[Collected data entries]

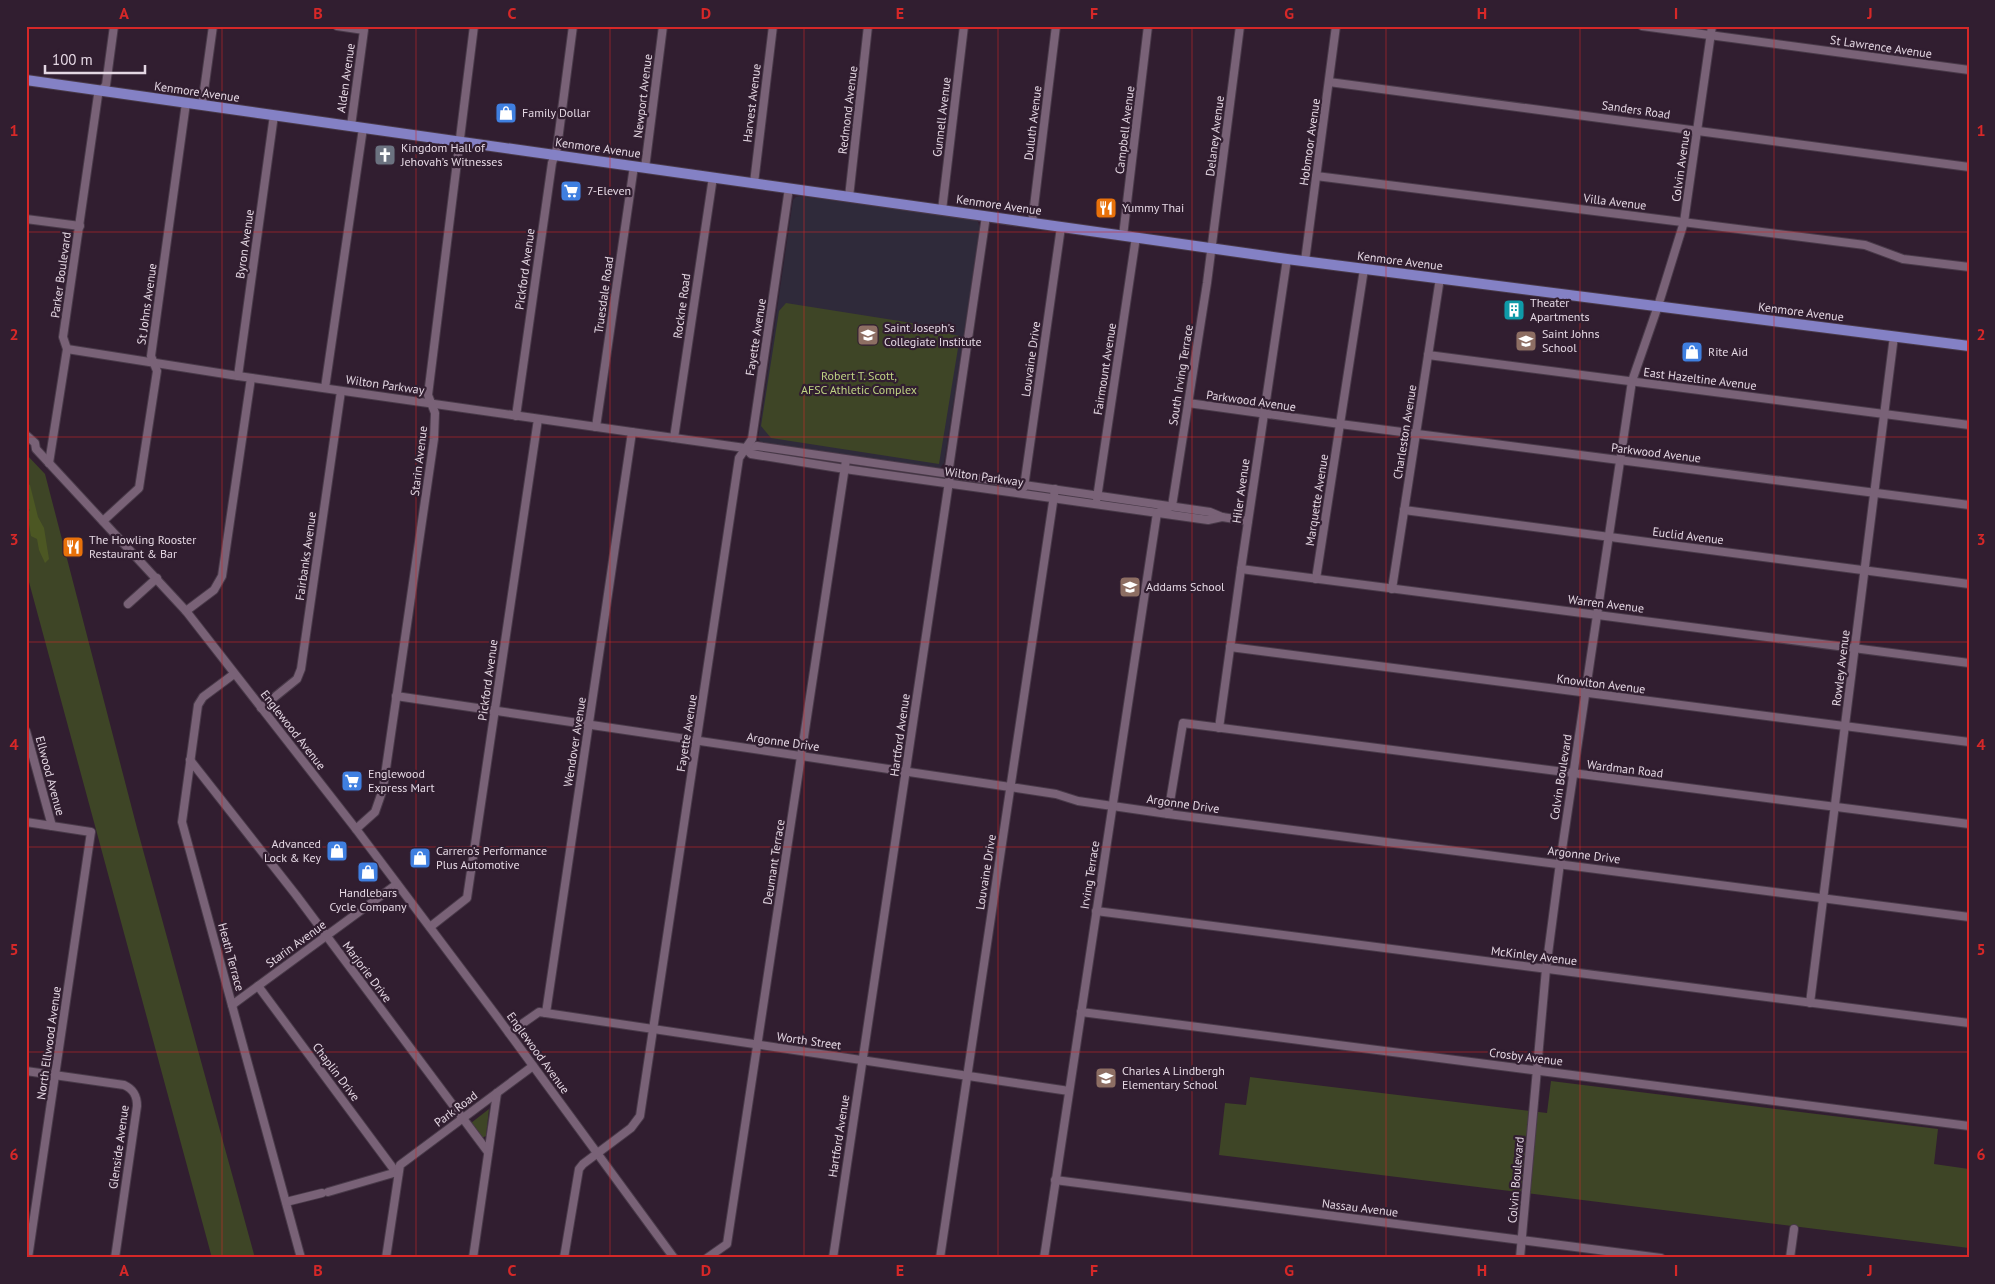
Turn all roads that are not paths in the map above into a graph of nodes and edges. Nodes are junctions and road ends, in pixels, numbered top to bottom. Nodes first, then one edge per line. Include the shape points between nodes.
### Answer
1 (114, 26) edge
2 (213, 26) edge
3 (337, 26) edge
4 (474, 26) edge
5 (573, 26) edge
6 (662, 26) edge
7 (773, 26) edge
8 (868, 26) edge
9 (964, 26) edge
10 (1056, 26) edge
11 (1148, 26) edge
12 (1240, 26) edge
13 (1336, 26) edge
14 (1642, 26) edge
15 (1712, 26) edge
16 (1710, 36) junction
17 (1969, 70) edge
18 (26, 80) edge
19 (1329, 82) junction
20 (102, 91) junction
21 (186, 103) junction
22 (202, 105) junction
23 (274, 115) junction
24 (351, 126) junction
25 (363, 128) junction
26 (1698, 130) junction
27 (459, 141) junction
28 (555, 155) junction
29 (640, 167) junction
30 (1969, 167) edge
31 (1316, 176) junction
32 (713, 178) junction
33 (754, 183) junction
34 (789, 188) junction
35 (848, 197) junction
36 (942, 210) junction
37 (986, 216) junction
38 (26, 219) edge
39 (1684, 222) junction
40 (1032, 223) junction
41 (80, 226) junction
42 (1061, 227) junction
43 (1123, 236) junction
44 (1136, 237) junction
45 (1212, 248) junction
46 (1287, 259) junction
47 (1305, 261) junction
48 (1969, 267) edge
49 (1364, 269) junction
50 (1440, 278) junction
51 (1658, 306) junction
52 (1894, 336) junction
53 (1969, 346) edge
54 (68, 349) junction
55 (1428, 355) junction
56 (154, 363) junction
57 (238, 376) junction
58 (251, 378) junction
59 (1632, 381) junction
60 (325, 388) junction
61 (341, 390) junction
62 (431, 403) junction
63 (1188, 404) junction
64 (1264, 414) junction
65 (1884, 414) junction
66 (516, 416) junction
67 (538, 419) junction
68 (1340, 424) junction
69 (1969, 425) edge
70 (596, 427) junction
71 (632, 432) junction
72 (1416, 433) junction
73 (26, 435) edge
74 (674, 438) junction
75 (26, 443) edge
76 (745, 448) junction
77 (36, 449) junction
78 (1620, 459) junction
79 (846, 460) junction
80 (49, 463) junction
81 (845, 469) junction
82 (950, 475) junction
83 (949, 484) junction
84 (1024, 484) junction
85 (1055, 489) junction
86 (1874, 493) junction
87 (1022, 494) junction
88 (1098, 494) junction
89 (1054, 498) junction
90 (1096, 504) junction
91 (1969, 505) edge
92 (1172, 506) junction
93 (1404, 510) junction
94 (1157, 513) junction
95 (1222, 517) junction
96 (103, 521) junction
97 (1248, 521) junction
98 (1608, 537) junction
99 (1241, 569) junction
100 (1864, 570) junction
101 (157, 578) junction
102 (1316, 579) junction
103 (1969, 584) edge
104 (1392, 589) junction
105 (128, 604) dead end
106 (186, 611) junction
107 (1597, 614) junction
108 (1230, 647) junction
109 (1855, 648) junction
110 (1969, 663) edge
111 (234, 674) junction
112 (1585, 693) junction
113 (396, 696) junction
114 (262, 708) junction
115 (496, 710) junction
116 (590, 724) junction
117 (1845, 726) junction
118 (1219, 728) junction
119 (26, 731) edge
120 (697, 740) junction
121 (1969, 742) edge
122 (801, 756) junction
123 (190, 760) junction
124 (906, 771) junction
125 (1573, 773) junction
126 (1010, 787) junction
127 (1112, 805) junction
128 (1834, 807) junction
129 (1168, 814) junction
130 (26, 822) edge
131 (1969, 824) edge
132 (52, 826) junction
133 (356, 829) junction
134 (1560, 864) junction
135 (397, 884) junction
136 (1823, 898) junction
137 (1096, 911) junction
138 (1969, 917) edge
139 (430, 927) junction
140 (326, 936) junction
141 (1546, 969) junction
142 (258, 986) junction
143 (1810, 1003) junction
144 (232, 1005) junction
145 (1081, 1012) junction
146 (546, 1013) junction
147 (1969, 1023) edge
148 (653, 1028) junction
149 (509, 1033) junction
150 (757, 1044) junction
151 (862, 1060) junction
152 (534, 1066) junction
153 (1537, 1070) junction
154 (26, 1071) edge
155 (55, 1075) junction
156 (967, 1076) junction
157 (1069, 1091) junction
158 (497, 1093) junction
159 (463, 1118) junction
160 (1969, 1126) edge
161 (488, 1152) junction
162 (597, 1153) junction
163 (398, 1174) junction
164 (1055, 1180) junction
165 (286, 1202) junction
166 (1794, 1229) dead end
167 (1522, 1240) junction
168 (28, 1258) edge
169 (115, 1258) edge
170 (301, 1258) edge
171 (386, 1258) edge
172 (473, 1258) edge
173 (564, 1258) edge
174 (674, 1258) edge
175 (707, 1258) edge
176 (833, 1258) edge
177 (940, 1258) edge
178 (1044, 1258) edge
179 (1520, 1258) edge
180 (1661, 1258) edge
181 (1790, 1258) edge

1 - 20 street, Parker Boulevard via 106,85
2 - 22 street
3 - 24 street, Alden Avenue via 364,30
4 - 27 street, Starin Avenue
5 - 28 street, Pickford Avenue
6 - 29 street, Newport Avenue
7 - 33 street, Harvest Avenue
8 - 35 street, Redmond Avenue
9 - 36 street, Gunnell Avenue
10 - 40 street, Duluth Avenue
11 - 43 street, Campbell Avenue
12 - 45 street, Delaney Avenue
13 - 19 street, Hobmoor Avenue
14 - 16 street, St Lawrence Avenue
15 - 16 street, Colvin Avenue
16 - 17 street, St Lawrence Avenue
16 - 26 street, Colvin Avenue
18 - 20 main road, Kenmore Avenue
19 - 26 street, Sanders Road
19 - 31 street, Hobmoor Avenue
20 - 21 main road, Kenmore Avenue
20 - 41 street, Parker Boulevard via 98,95
21 - 22 main road, Kenmore Avenue
21 - 56 street, St Johns Avenue via 151,356
22 - 23 main road, Kenmore Avenue
23 - 24 main road, Kenmore Avenue
23 - 57 street, Byron Avenue
24 - 25 main road, Kenmore Avenue
25 - 27 main road, Kenmore Avenue
25 - 60 street
26 - 30 street, Sanders Road
26 - 39 street, Colvin Avenue
27 - 28 main road, Kenmore Avenue
27 - 62 street, Starin Avenue via 428,394
28 - 29 main road, Kenmore Avenue
28 - 66 street, Pickford Avenue
29 - 32 main road, Kenmore Avenue
29 - 70 street, Truesdale Road
31 - 39 street, Villa Avenue
31 - 47 street, Hobmoor Avenue
32 - 33 main road, Kenmore Avenue
32 - 74 street, Rockne Road
33 - 34 main road, Kenmore Avenue
34 - 35 main road, Kenmore Avenue
34 - 76 street, Fayette Avenue via 752,439
35 - 36 main road, Kenmore Avenue
36 - 37 main road, Kenmore Avenue
37 - 40 main road, Kenmore Avenue
37 - 82 street, Hartford Avenue
38 - 41 street
39 - 48 street, Villa Avenue via 1871,246 1903,258
39 - 51 street, Colvin Avenue
40 - 42 main road, Kenmore Avenue
41 - 54 street, Parker Boulevard via 63,337
42 - 43 main road, Kenmore Avenue
42 - 84 street, Louvaine Drive
43 - 44 main road, Kenmore Avenue
44 - 45 main road, Kenmore Avenue
44 - 88 street, Fairmount Avenue
45 - 46 main road, Kenmore Avenue
45 - 63 street, South Irving Terrace
46 - 47 main road, Kenmore Avenue
46 - 64 street, Hiler Avenue
47 - 49 main road, Kenmore Avenue
49 - 50 main road, Kenmore Avenue
49 - 68 street, Marquette Avenue
50 - 51 main road, Kenmore Avenue
50 - 55 street, Charleston Avenue
51 - 52 main road, Kenmore Avenue
51 - 59 street, Colvin Boulevard
52 - 53 main road, Kenmore Avenue
52 - 65 street, Rowley Avenue
54 - 56 street
54 - 80 street, Parker Boulevard
55 - 59 street, East Hazeltine Avenue
55 - 72 street, Charleston Avenue
56 - 57 street
56 - 96 street, St Johns Avenue via 157,371 139,488
57 - 58 street, Wilton Parkway
58 - 60 street, Wilton Parkway
58 - 106 street via 222,576 214,590
59 - 65 street, East Hazeltine Avenue
59 - 78 street, Colvin Boulevard
60 - 61 street, Wilton Parkway
61 - 62 street, Wilton Parkway
61 - 114 street, Fairbanks Avenue via 301,669 297,679
62 - 66 street, Wilton Parkway
62 - 113 street, Starin Avenue via 435,413 434,439
63 - 64 street, Parkwood Avenue
63 - 92 street, South Irving Terrace
64 - 68 street, Parkwood Avenue
64 - 97 street, Hiler Avenue
65 - 69 street, East Hazeltine Avenue
65 - 86 street, Rowley Avenue
66 - 67 street, Wilton Parkway
67 - 70 street, Wilton Parkway
67 - 115 street, Pickford Avenue
68 - 72 street, Parkwood Avenue
68 - 102 street, Marquette Avenue
70 - 71 street, Wilton Parkway
71 - 74 street, Wilton Parkway
71 - 116 street, Wendover Avenue
72 - 78 street, Parkwood Avenue
72 - 93 street, Charleston Avenue
73 - 77 street, Englewood Avenue
74 - 76 street, Wilton Parkway
75 - 77 street, Englewood Avenue
76 - 79 street, Wilton Parkway via 757,446
76 - 81 street, Wilton Parkway via 751,454
76 - 120 street, Fayette Avenue via 739,458
77 - 80 street, Englewood Avenue
78 - 86 street, Parkwood Avenue
78 - 98 street, Colvin Boulevard
79 - 81 street, Deumant Terrace
79 - 82 street, Wilton Parkway
80 - 96 street, Englewood Avenue
81 - 83 street, Wilton Parkway
81 - 122 street, Deumant Terrace
82 - 83 street, Hartford Avenue
82 - 84 street, Wilton Parkway
83 - 87 street, Wilton Parkway
83 - 124 street, Hartford Avenue
84 - 85 street, Wilton Parkway
84 - 87 street, Louvaine Drive
85 - 88 street, Wilton Parkway
85 - 89 street, Louvaine Drive
86 - 91 street, Parkwood Avenue
86 - 100 street, Rowley Avenue
87 - 89 street, Wilton Parkway
88 - 90 street, Fairmount Avenue
88 - 92 street, Wilton Parkway
89 - 90 street, Wilton Parkway
89 - 126 street, Louvaine Drive
90 - 94 street, Wilton Parkway
92 - 94 street
92 - 95 street, Wilton Parkway
93 - 98 street, Euclid Avenue
93 - 104 street, Charleston Avenue
94 - 95 street, Wilton Parkway via 1208,520
94 - 127 street, Irving Terrace
95 - 97 street, Wilton Parkway
96 - 101 street, Englewood Avenue
97 - 99 street, Hiler Avenue
98 - 100 street, Euclid Avenue
98 - 107 street, Colvin Boulevard
99 - 102 street, Warren Avenue
99 - 108 street, Hiler Avenue
100 - 103 street, Euclid Avenue
100 - 109 street, Rowley Avenue
101 - 105 street
101 - 106 street, Englewood Avenue
102 - 104 street, Warren Avenue
104 - 107 street, Warren Avenue
106 - 111 street, Englewood Avenue
107 - 109 street, Warren Avenue
107 - 112 street, Colvin Boulevard
108 - 112 street, Knowlton Avenue
108 - 118 street, Hiler Avenue
109 - 110 street, Warren Avenue
109 - 117 street, Rowley Avenue
111 - 114 street, Englewood Avenue
111 - 123 street, Heath Terrace via 200,701
112 - 117 street, Knowlton Avenue
112 - 125 street, Colvin Boulevard
113 - 115 street, Argonne Drive
113 - 133 street, Starin Avenue via 380,802 375,812
114 - 133 street, Englewood Avenue
115 - 116 street, Argonne Drive
115 - 139 street, Pickford Avenue via 467,898
116 - 120 street, Argonne Drive
116 - 146 street, Wendover Avenue
117 - 121 street, Knowlton Avenue
117 - 128 street, Rowley Avenue
118 - 125 street, Wardman Road
118 - 129 street, Wardman Road via 1183,723
119 - 132 street, Ellwood Avenue
120 - 122 street, Argonne Drive
120 - 148 street, Fayette Avenue
122 - 124 street, Argonne Drive
122 - 150 street, Deumant Terrace
123 - 140 street, Marjorie Drive
123 - 144 street, Heath Terrace via 182,822
124 - 126 street, Argonne Drive
124 - 151 street, Hartford Avenue
125 - 128 street, Wardman Road
125 - 134 street, Colvin Boulevard
126 - 127 street, Argonne Drive
126 - 156 street, Louvaine Drive
127 - 129 street, Argonne Drive
127 - 137 street, Irving Terrace
128 - 131 street, Wardman Road
128 - 136 street, Rowley Avenue
129 - 134 street, Argonne Drive
130 - 132 street
132 - 155 street, North Ellwood Avenue via 91,832
133 - 135 street, Englewood Avenue
134 - 136 street, Argonne Drive
134 - 141 street, Colvin Boulevard
135 - 139 street, Englewood Avenue
135 - 140 street, Starin Avenue
136 - 138 street, Argonne Drive
136 - 143 street, Rowley Avenue
137 - 141 street, McKinley Avenue
137 - 145 street, Irving Terrace
139 - 149 street, Englewood Avenue
140 - 142 street, Starin Avenue
140 - 159 street, Marjorie Drive
141 - 143 street, McKinley Avenue
141 - 153 street, Colvin Boulevard
142 - 144 street, Starin Avenue
142 - 163 street, Chaplin Drive
143 - 147 street, McKinley Avenue
144 - 165 street, Heath Terrace
145 - 153 street, Crosby Avenue
145 - 157 street, Irving Terrace
146 - 148 street, Worth Street
146 - 149 street via 539,1012
148 - 150 street, Worth Street
148 - 162 street, Fayette Avenue via 640,1116 631,1128
149 - 152 street, Englewood Avenue
150 - 151 street, Worth Street
150 - 175 street, Deumant Terrace via 727,1244
151 - 156 street, Worth Street
151 - 176 street, Hartford Avenue
152 - 158 street, Park Road
152 - 162 street, Englewood Avenue
153 - 160 street, Crosby Avenue
153 - 167 street, Colvin Boulevard
154 - 155 street
155 - 168 street, North Ellwood Avenue
155 - 169 street, Glenside Avenue via 124,1085 136,1096
156 - 157 street, Worth Street
156 - 177 street, Louvaine Drive
157 - 164 street, Irving Terrace
158 - 159 street, Park Road
158 - 161 street
159 - 161 street, Marjorie Drive
159 - 163 street, Park Road via 400,1166
161 - 172 street
162 - 173 street, Fayette Avenue via 583,1164 577,1174
162 - 174 street, Englewood Avenue
163 - 165 street
163 - 171 street
164 - 167 street, Nassau Avenue
164 - 178 street, Irving Terrace
165 - 170 street, Heath Terrace
166 - 181 street
167 - 179 street, Colvin Boulevard
167 - 180 street, Nassau Avenue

WHAT THIS TASK INVOLVES: Go through the data above and copy each line that holds the word "Pickford".

EXERCISE SOLUTION:
5 - 28 street, Pickford Avenue
28 - 66 street, Pickford Avenue
67 - 115 street, Pickford Avenue
115 - 139 street, Pickford Avenue via 467,898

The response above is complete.